The gap is what allows community solar providers to recoup their investment and guarantee savings.
Georgia Power says this model does not take into account the cost of transmission and grid maintenance, which would have to be shouldered by other customers.
“Offering guaranteed bill savings to participating (community solar) customers who take electric service on the company’s standard residential rate would increase costs for other customers, as the participating customer would no longer pay their fair share of the costs of the electric grid,” said Georgia Power’s Kraft.
Experts who spoke to The Atlanta Journal-Constitution mostly disagreed with that assessment.
“The reality of whether or not that is occurring is sort of hard to determine and very dependent on the state program,” said Caitlin Connelly, an energy analyst with Wood Mackenzie. “In existing programs that have been successful, there has not been any worry or pushback on any lack of benefit to non-subscribers of community solar.”
Keith Martin is a corporate tax attorney and executive at international law firm Norton Rose Fulbright who works on solar financing. He said there may be some truth in Georgia Power’s claims about cost shifting. But its aggressive stance against other providers appears to be more about a monopoly protecting itself, he said.
“The Southeastern utilities have largely managed to stave off independent power companies, solar and the whole bit, despite having the best sunshine in the country,” Martin said.
Others were less equivocal.
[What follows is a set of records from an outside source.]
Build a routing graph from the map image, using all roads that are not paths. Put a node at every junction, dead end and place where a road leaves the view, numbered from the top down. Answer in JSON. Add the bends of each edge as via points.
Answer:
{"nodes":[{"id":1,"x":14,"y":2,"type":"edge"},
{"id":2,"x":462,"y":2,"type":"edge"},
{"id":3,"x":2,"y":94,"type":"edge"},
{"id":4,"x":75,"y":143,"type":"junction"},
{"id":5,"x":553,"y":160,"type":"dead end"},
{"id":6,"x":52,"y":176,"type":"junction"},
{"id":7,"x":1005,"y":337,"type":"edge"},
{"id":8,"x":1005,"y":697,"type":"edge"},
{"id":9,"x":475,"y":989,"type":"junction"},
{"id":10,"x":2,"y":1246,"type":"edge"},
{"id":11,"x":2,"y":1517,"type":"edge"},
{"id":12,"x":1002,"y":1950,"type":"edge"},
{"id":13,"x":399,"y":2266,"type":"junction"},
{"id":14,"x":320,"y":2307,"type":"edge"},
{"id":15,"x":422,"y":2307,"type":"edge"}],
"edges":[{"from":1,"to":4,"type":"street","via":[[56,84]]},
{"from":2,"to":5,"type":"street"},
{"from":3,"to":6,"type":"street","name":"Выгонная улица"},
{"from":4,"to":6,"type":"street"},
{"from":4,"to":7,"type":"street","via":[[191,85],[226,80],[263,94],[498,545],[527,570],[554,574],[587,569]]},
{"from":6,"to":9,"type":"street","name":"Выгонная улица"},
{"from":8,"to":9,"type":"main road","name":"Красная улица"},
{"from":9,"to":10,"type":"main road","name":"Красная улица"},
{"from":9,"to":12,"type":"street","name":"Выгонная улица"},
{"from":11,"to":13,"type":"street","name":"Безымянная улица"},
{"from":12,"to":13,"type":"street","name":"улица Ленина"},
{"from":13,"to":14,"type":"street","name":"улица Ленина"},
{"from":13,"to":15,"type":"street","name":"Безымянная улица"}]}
Several pointed out that independent developers still have to pay to connect to the grid. By plugging into the local distribution network, community solar power plants mostly bypass the large, costly transmission lines Georgia Power claims it needs to recoup, they said.
“From a practical point of view, the electricity will go first to nearby homes,” said Mark Jacobson, an engineering professor at Stanford University and director of its Atmosphere and Energy program. He said Georgia Power appeared to want to charge people for transmission they’re not using.
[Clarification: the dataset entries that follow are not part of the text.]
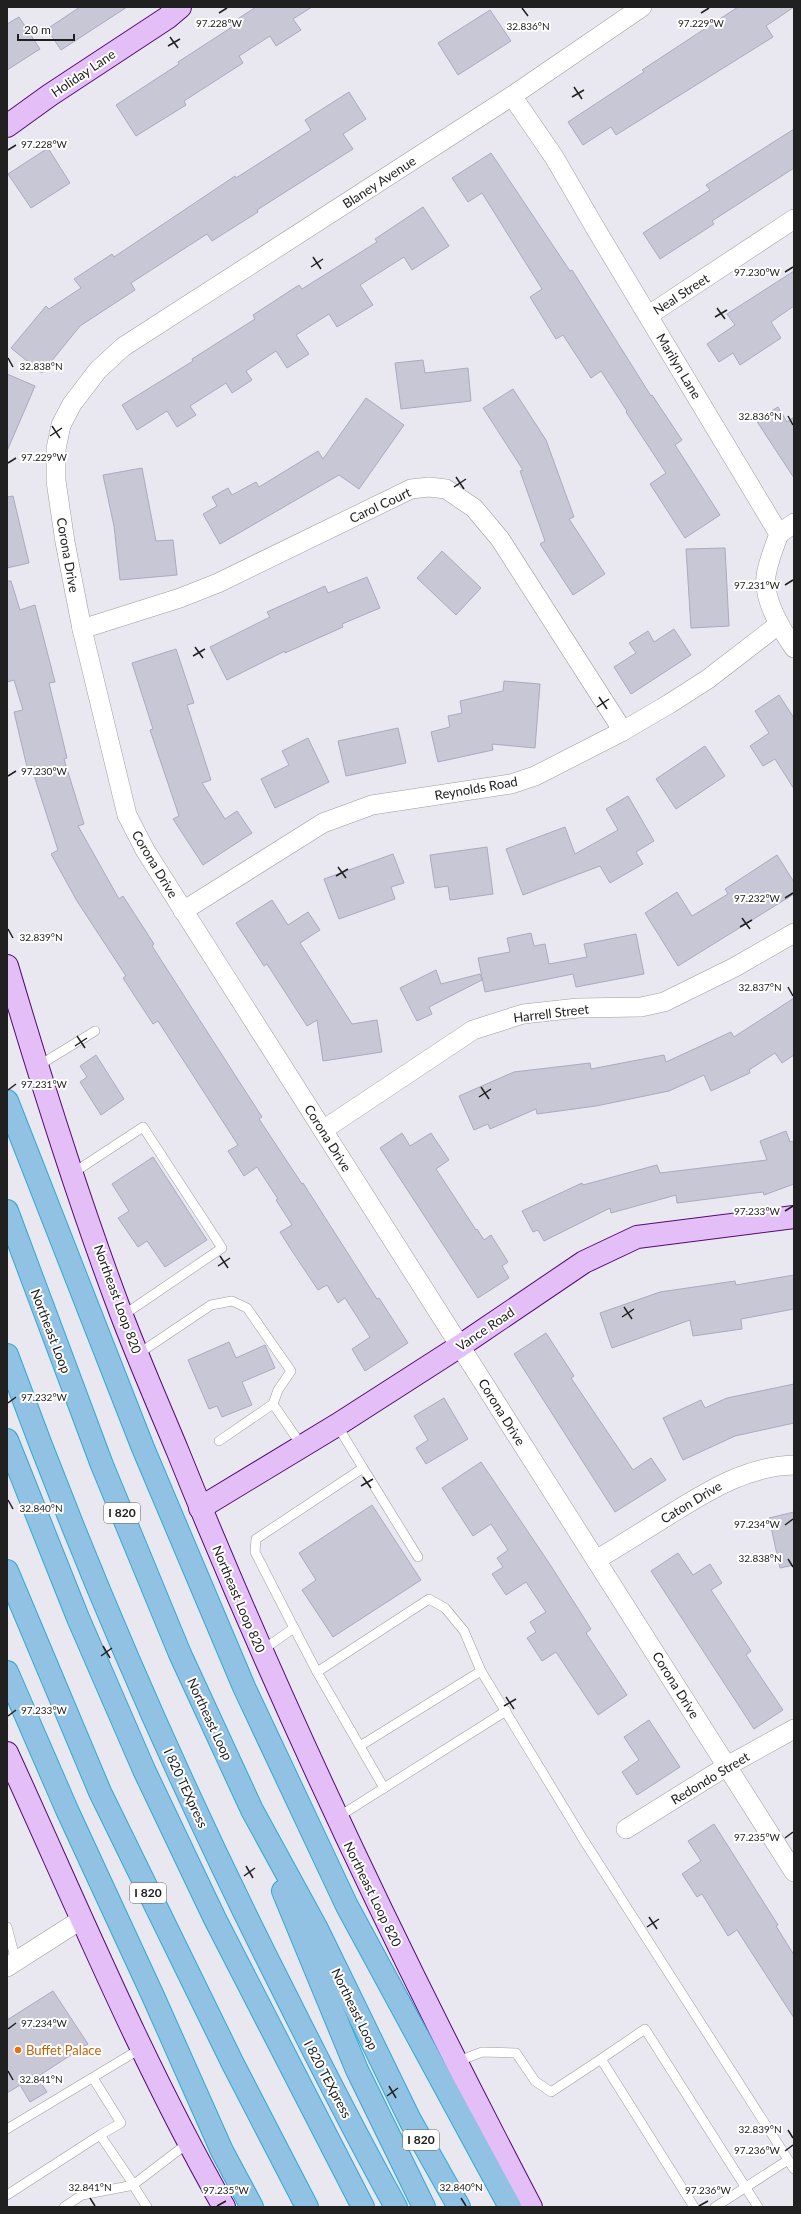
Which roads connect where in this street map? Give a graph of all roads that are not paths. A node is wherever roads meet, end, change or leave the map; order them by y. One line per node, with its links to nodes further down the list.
1 (642, 7): 3 (street, Blaney Avenue)
2 (169, 11): 4 (main road, Holiday Lane)
3 (512, 96): 6 (street, Marilyn Lane); 7 (street, Blaney Avenue)
4 (7, 126)
5 (794, 219): 6 (street, Neal Street)
6 (649, 315): 9 (street, Marilyn Lane)
7 (115, 354): 11 (street, Corona Drive)
8 (794, 523): 9 (street)
9 (778, 534): 10 (street)
10 (778, 625): 12 (street); 13 (street, Reynolds Road)
11 (82, 629): 13 (street, Carol Court); 14 (street, Corona Drive)
12 (794, 648)
13 (623, 731): 14 (street, Reynolds Road)
14 (183, 912): 20 (street, Corona Drive)
15 (794, 933): 20 (street, Harrell Street)
16 (7, 966): 18 (main road, Northeast Loop 820)
17 (94, 1030): 18 (lane)
18 (37, 1067): 21 (main road, Northeast Loop 820)
19 (7, 1101): 78 (highway)
20 (323, 1130): 25 (street, Corona Drive)
21 (73, 1173): 24 (main road, Northeast Loop 820); 24 (lane)
22 (7, 1211): 50 (highway, Northeast Loop / I 820)
23 (794, 1217): 25 (main road, Vance Road)
24 (122, 1316): 26 (main road, Northeast Loop 820)
25 (460, 1346): 29 (main road, Vance Road); 37 (street, Corona Drive)
26 (138, 1354): 28 (lane); 35 (main road, Northeast Loop 820)
27 (7, 1355): 75 (highway, I 820 TEXpress)
28 (272, 1404): 31 (lane); 32 (lane)
29 (337, 1425): 32 (main road, Vance Road); 34 (lane)
30 (7, 1440): 74 (highway)
31 (219, 1441)
32 (302, 1446): 35 (main road, Vance Road)
33 (794, 1465): 37 (street, Caton Drive)
34 (363, 1468): 36 (lane); 39 (lane)
35 (200, 1508): 40 (main road, Northeast Loop 820)
36 (418, 1556)
37 (596, 1560): 48 (street, Corona Drive)
38 (7, 1571): 73 (highway, I 820)
39 (294, 1628): 40 (lane); 43 (lane)
40 (261, 1651): 51 (main road, Northeast Loop 820)
41 (481, 1671): 43 (lane); 44 (lane); 46 (lane)
42 (7, 1672): 72 (highway)
43 (317, 1672): 46 (lane)
44 (506, 1711): 49 (lane); 64 (lane)
45 (794, 1729): 48 (street, Redondo Street)
46 (360, 1746): 49 (lane)
47 (7, 1753): 54 (main road)
48 (727, 1766): 52 (street, Redondo Street); 53 (street, Corona Drive)
49 (384, 1788): 51 (lane)
50 (252, 1810): 76 (highway); 77 (highway, Northeast Loop / I 820)
51 (337, 1818): 59 (main road, Northeast Loop 820)
52 (626, 1828)
53 (794, 1872)
54 (82, 1919): 56 (street); 57 (main road)
55 (7, 1927): 56 (lane)
56 (12, 1964)
57 (140, 2049): 60 (lane); 63 (main road)
58 (601, 2059): 59 (lane); 67 (lane); 80 (lane)
59 (455, 2062): 79 (main road, Northeast Loop 820)
60 (93, 2078): 61 (lane); 62 (lane)
61 (7, 2130)
62 (100, 2135): 66 (lane); 68 (lane)
63 (188, 2143): 66 (lane); 71 (main road)
64 (788, 2160): 65 (lane); 67 (lane)
65 (794, 2170)
66 (134, 2185): 69 (lane); 70 (lane)
67 (746, 2188): 81 (lane); 82 (lane)
68 (7, 2195)
69 (64, 2207)
70 (147, 2207)
71 (224, 2207)
72 (252, 2207)
73 (307, 2207)
74 (362, 2207)
75 (396, 2207)
76 (424, 2207)
77 (459, 2207)
78 (510, 2207)
79 (531, 2207)
80 (694, 2207)
81 (715, 2207)
82 (758, 2207)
Community solar power plants are “providing a service to the grid, and a good service, in terms of providing electricity during the day when people use most electricity,” Jacobson said.
Long term, the cost of building and operating new solar arrays is between one-half and one-sixth that of new natural gas generators, like the three that recently were approved by regulators for Georgia Power to meet the company’s projected energy shortfall, and five to eight times less than the two new nuclear reactors at Plant Vogtle, he said.
Utilities counter that nuclear and gas inherently provide baseload power that’s always on. Solar needs battery storage to provide power to the grid when the sun isn’t shining.
In addition to the economic and practical arguments for building smaller, more distributed solar power generators, Jacobson also pointed to the health and environmental benefits of moving away from fossil fuels.
“You’re reducing greenhouse gas emissions from fossil fuels, and that helps everybody on the grid,” he said. “You’re reducing energy and security problems associated with fossil fuels, and that helps everybody on the grid.”